REQUIREMENT —
Copy every line of the data that includes the string "name".

(RECORDED INFORMATION)

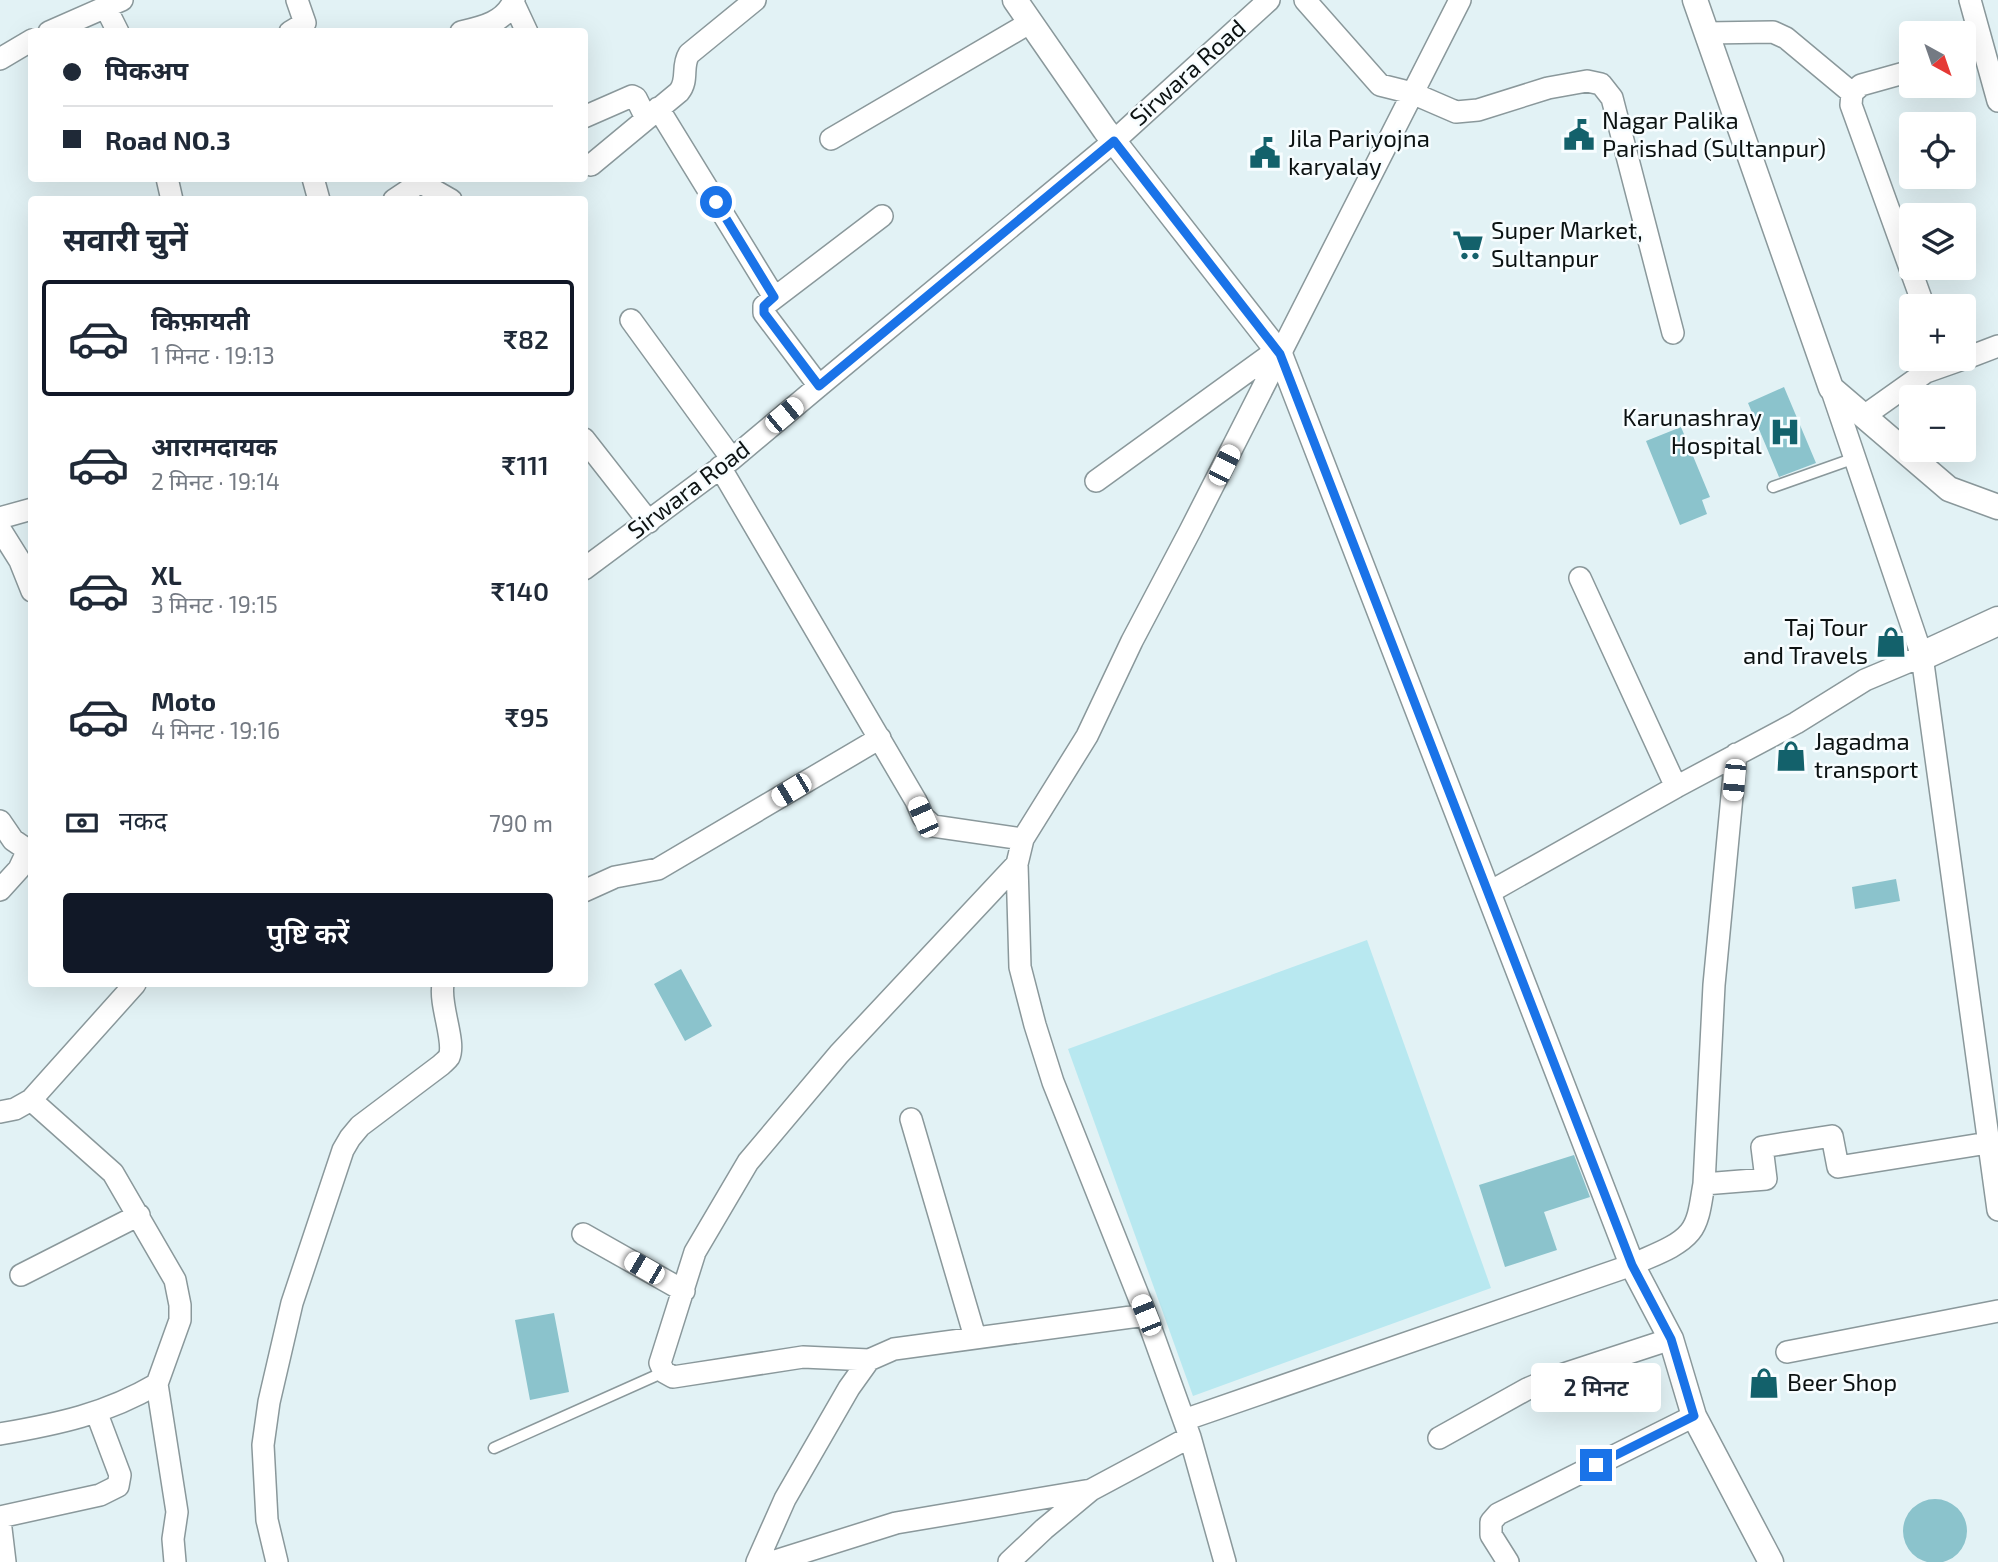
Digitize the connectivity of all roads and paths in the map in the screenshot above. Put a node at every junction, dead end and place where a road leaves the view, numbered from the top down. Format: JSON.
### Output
{"nodes":[{"id":1,"x":297,"y":0,"type":"edge"},
{"id":2,"x":755,"y":0,"type":"edge"},
{"id":3,"x":1015,"y":0,"type":"edge"},
{"id":4,"x":1269,"y":0,"type":"edge"},
{"id":5,"x":1305,"y":0,"type":"edge"},
{"id":6,"x":1460,"y":0,"type":"edge"},
{"id":7,"x":1695,"y":0,"type":"edge"},
{"id":8,"x":1970,"y":0,"type":"edge"},
{"id":9,"x":514,"y":1,"type":"edge"},
{"id":10,"x":114,"y":3,"type":"edge"},
{"id":11,"x":1971,"y":21,"type":"edge"},
{"id":12,"x":1031,"y":22,"type":"junction"},
{"id":13,"x":58,"y":28,"type":"edge"},
{"id":14,"x":117,"y":28,"type":"edge"},
{"id":15,"x":297,"y":28,"type":"edge"},
{"id":16,"x":474,"y":28,"type":"edge"},
{"id":17,"x":525,"y":28,"type":"edge"},
{"id":18,"x":1706,"y":33,"type":"junction"},
{"id":19,"x":28,"y":42,"type":"edge"},
{"id":20,"x":0,"y":59,"type":"edge"},
{"id":21,"x":1976,"y":60,"type":"edge"},
{"id":22,"x":1899,"y":74,"type":"edge"},
{"id":23,"x":1412,"y":93,"type":"junction"},
{"id":24,"x":1852,"y":93,"type":"junction"},
{"id":25,"x":1998,"y":101,"type":"edge"},
{"id":26,"x":652,"y":113,"type":"junction"},
{"id":27,"x":588,"y":115,"type":"edge"},
{"id":28,"x":831,"y":139,"type":"dead end"},
{"id":29,"x":1114,"y":141,"type":"junction"},
{"id":30,"x":591,"y":165,"type":"dead end"},
{"id":31,"x":414,"y":182,"type":"edge"},
{"id":32,"x":421,"y":182,"type":"edge"},
{"id":33,"x":400,"y":196,"type":"edge"},
{"id":34,"x":444,"y":196,"type":"edge"},
{"id":35,"x":882,"y":216,"type":"dead end"},
{"id":36,"x":1919,"y":294,"type":"edge"},
{"id":37,"x":774,"y":297,"type":"junction"},
{"id":38,"x":631,"y":320,"type":"dead end"},
{"id":39,"x":1673,"y":333,"type":"dead end"},
{"id":40,"x":1998,"y":346,"type":"edge"},
{"id":41,"x":1279,"y":352,"type":"junction"},
{"id":42,"x":1976,"y":354,"type":"edge"},
{"id":43,"x":1929,"y":371,"type":"edge"},
{"id":44,"x":819,"y":386,"type":"junction"},
{"id":45,"x":1831,"y":388,"type":"junction"},
{"id":46,"x":1864,"y":416,"type":"junction"},
{"id":47,"x":588,"y":444,"type":"edge"},
{"id":48,"x":1855,"y":458,"type":"junction"},
{"id":49,"x":726,"y":463,"type":"junction"},
{"id":50,"x":1096,"y":481,"type":"dead end"},
{"id":51,"x":1773,"y":487,"type":"dead end"},
{"id":52,"x":1998,"y":507,"type":"edge"},
{"id":53,"x":28,"y":510,"type":"edge"},
{"id":54,"x":0,"y":518,"type":"edge"},
{"id":55,"x":649,"y":522,"type":"junction"},
{"id":56,"x":0,"y":529,"type":"edge"},
{"id":57,"x":588,"y":566,"type":"edge"},
{"id":58,"x":1580,"y":578,"type":"dead end"},
{"id":59,"x":28,"y":581,"type":"edge"},
{"id":60,"x":1998,"y":621,"type":"edge"},
{"id":61,"x":1922,"y":656,"type":"junction"},
{"id":62,"x":880,"y":738,"type":"junction"},
{"id":63,"x":1737,"y":754,"type":"junction"},
{"id":64,"x":1676,"y":787,"type":"junction"},
{"id":65,"x":0,"y":821,"type":"edge"},
{"id":66,"x":1023,"y":839,"type":"junction"},
{"id":67,"x":28,"y":851,"type":"edge"},
{"id":68,"x":28,"y":854,"type":"edge"},
{"id":69,"x":1017,"y":864,"type":"junction"},
{"id":70,"x":588,"y":889,"type":"edge"},
{"id":71,"x":0,"y":891,"type":"edge"},
{"id":72,"x":1488,"y":893,"type":"junction"},
{"id":73,"x":132,"y":987,"type":"edge"},
{"id":74,"x":442,"y":987,"type":"edge"},
{"id":75,"x":31,"y":1100,"type":"junction"},
{"id":76,"x":0,"y":1112,"type":"edge"},
{"id":77,"x":911,"y":1119,"type":"dead end"},
{"id":78,"x":1988,"y":1143,"type":"junction"},
{"id":79,"x":1704,"y":1184,"type":"junction"},
{"id":80,"x":1998,"y":1210,"type":"edge"},
{"id":81,"x":139,"y":1215,"type":"junction"},
{"id":82,"x":583,"y":1234,"type":"dead end"},
{"id":83,"x":1632,"y":1265,"type":"junction"},
{"id":84,"x":21,"y":1275,"type":"dead end"},
{"id":85,"x":684,"y":1291,"type":"junction"},
{"id":86,"x":1998,"y":1311,"type":"edge"},
{"id":87,"x":1146,"y":1315,"type":"junction"},
{"id":88,"x":975,"y":1337,"type":"junction"},
{"id":89,"x":1671,"y":1339,"type":"junction"},
{"id":90,"x":1787,"y":1352,"type":"dead end"},
{"id":91,"x":869,"y":1360,"type":"junction"},
{"id":92,"x":664,"y":1372,"type":"junction"},
{"id":93,"x":157,"y":1384,"type":"junction"},
{"id":94,"x":97,"y":1413,"type":"junction"},
{"id":95,"x":1694,"y":1416,"type":"junction"},
{"id":96,"x":1187,"y":1428,"type":"junction"},
{"id":97,"x":0,"y":1434,"type":"edge"},
{"id":98,"x":1439,"y":1438,"type":"dead end"},
{"id":99,"x":494,"y":1448,"type":"dead end"},
{"id":100,"x":1091,"y":1490,"type":"junction"},
{"id":101,"x":0,"y":1518,"type":"edge"},
{"id":102,"x":5,"y":1562,"type":"edge"},
{"id":103,"x":175,"y":1562,"type":"edge"},
{"id":104,"x":277,"y":1562,"type":"edge"},
{"id":105,"x":757,"y":1562,"type":"edge"},
{"id":106,"x":772,"y":1562,"type":"edge"},
{"id":107,"x":1009,"y":1562,"type":"edge"},
{"id":108,"x":1225,"y":1562,"type":"edge"},
{"id":109,"x":1508,"y":1562,"type":"edge"},
{"id":110,"x":1771,"y":1562,"type":"edge"}],
"edges":[{"from":1,"to":15,"type":"street"},
{"from":2,"to":26,"type":"street"},
{"from":3,"to":12,"type":"street"},
{"from":4,"to":29,"type":"street","name":"Sirwara Road"},
{"from":5,"to":23,"type":"street"},
{"from":6,"to":23,"type":"street"},
{"from":7,"to":18,"type":"street"},
{"from":8,"to":11,"type":"street"},
{"from":9,"to":16,"type":"street"},
{"from":9,"to":17,"type":"street"},
{"from":10,"to":13,"type":"street"},
{"from":10,"to":14,"type":"street"},
{"from":12,"to":28,"type":"street"},
{"from":12,"to":29,"type":"street"},
{"from":18,"to":24,"type":"street"},
{"from":18,"to":45,"type":"street"},
{"from":19,"to":20,"type":"street"},
{"from":21,"to":25,"type":"street"},
{"from":22,"to":24,"type":"street"},
{"from":23,"to":39,"type":"street"},
{"from":23,"to":41,"type":"street"},
{"from":24,"to":36,"type":"street"},
{"from":26,"to":27,"type":"street"},
{"from":26,"to":30,"type":"street"},
{"from":26,"to":37,"type":"street"},
{"from":29,"to":41,"type":"street"},
{"from":29,"to":44,"type":"street","name":"Sirwara Road"},
{"from":31,"to":33,"type":"street"},
{"from":32,"to":34,"type":"street"},
{"from":35,"to":37,"type":"street"},
{"from":37,"to":44,"type":"street"},
{"from":38,"to":49,"type":"street"},
{"from":40,"to":42,"type":"street"},
{"from":41,"to":50,"type":"street"},
{"from":41,"to":66,"type":"street"},
{"from":41,"to":72,"type":"street"},
{"from":43,"to":46,"type":"street"},
{"from":44,"to":49,"type":"street","name":"Sirwara Road"},
{"from":45,"to":46,"type":"street"},
{"from":45,"to":48,"type":"street"},
{"from":46,"to":52,"type":"street"},
{"from":47,"to":55,"type":"street"},
{"from":48,"to":51,"type":"lane"},
{"from":48,"to":61,"type":"street"},
{"from":49,"to":55,"type":"street","name":"Sirwara Road"},
{"from":49,"to":62,"type":"street"},
{"from":53,"to":54,"type":"street"},
{"from":55,"to":57,"type":"street","name":"Sirwara Road"},
{"from":56,"to":59,"type":"street"},
{"from":58,"to":64,"type":"street"},
{"from":60,"to":61,"type":"main road"},
{"from":61,"to":63,"type":"street"},
{"from":61,"to":78,"type":"street"},
{"from":62,"to":66,"type":"street"},
{"from":62,"to":70,"type":"street"},
{"from":63,"to":64,"type":"street"},
{"from":63,"to":79,"type":"street"},
{"from":64,"to":72,"type":"street"},
{"from":65,"to":67,"type":"street"},
{"from":66,"to":69,"type":"street"},
{"from":68,"to":71,"type":"street"},
{"from":69,"to":85,"type":"street"},
{"from":69,"to":87,"type":"street"},
{"from":72,"to":83,"type":"street"},
{"from":73,"to":75,"type":"street"},
{"from":74,"to":104,"type":"street"},
{"from":75,"to":76,"type":"street"},
{"from":75,"to":81,"type":"street"},
{"from":77,"to":88,"type":"street"},
{"from":78,"to":79,"type":"street"},
{"from":78,"to":80,"type":"street"},
{"from":79,"to":83,"type":"street"},
{"from":81,"to":84,"type":"street"},
{"from":81,"to":93,"type":"street"},
{"from":82,"to":85,"type":"street"},
{"from":83,"to":89,"type":"street"},
{"from":83,"to":96,"type":"street"},
{"from":85,"to":92,"type":"street"},
{"from":86,"to":90,"type":"street"},
{"from":87,"to":88,"type":"street"},
{"from":87,"to":96,"type":"street"},
{"from":88,"to":91,"type":"street"},
{"from":89,"to":95,"type":"street"},
{"from":89,"to":98,"type":"street"},
{"from":91,"to":92,"type":"street"},
{"from":91,"to":105,"type":"street"},
{"from":92,"to":99,"type":"lane"},
{"from":93,"to":94,"type":"street"},
{"from":93,"to":103,"type":"street"},
{"from":94,"to":97,"type":"street"},
{"from":94,"to":101,"type":"street"},
{"from":95,"to":109,"type":"street"},
{"from":95,"to":110,"type":"street"},
{"from":96,"to":100,"type":"street"},
{"from":96,"to":108,"type":"street"},
{"from":100,"to":106,"type":"street"},
{"from":100,"to":107,"type":"street"},
{"from":101,"to":102,"type":"street"}]}
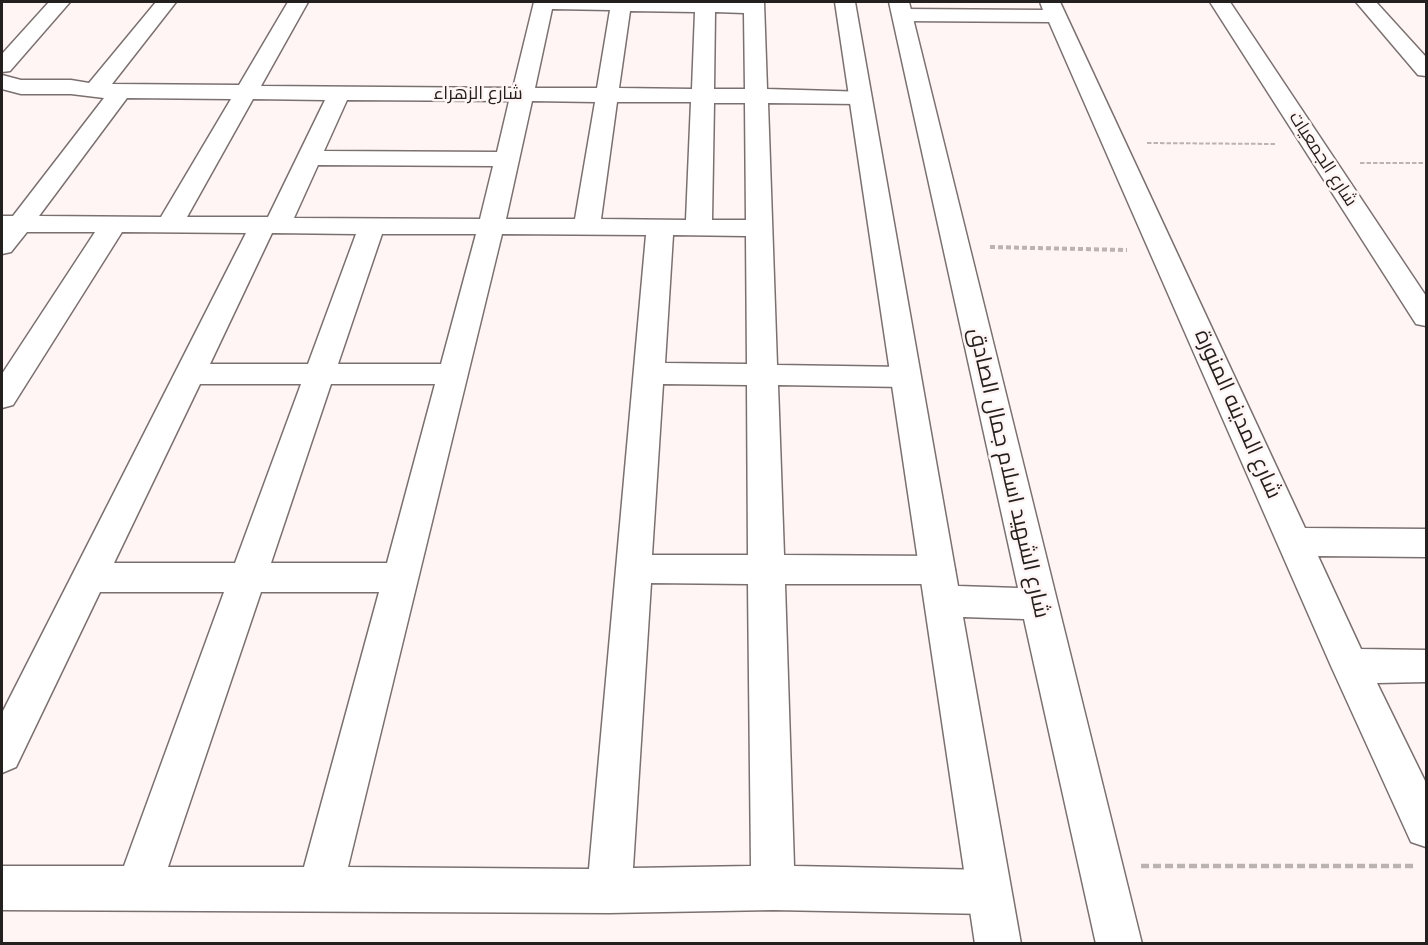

(End RECORDED INFORMATION)

OUTPUT FOR THIS EXERCISE —
{"from":4,"to":29,"type":"street","name":"Sirwara Road"},
{"from":29,"to":44,"type":"street","name":"Sirwara Road"},
{"from":44,"to":49,"type":"street","name":"Sirwara Road"},
{"from":49,"to":55,"type":"street","name":"Sirwara Road"},
{"from":55,"to":57,"type":"street","name":"Sirwara Road"},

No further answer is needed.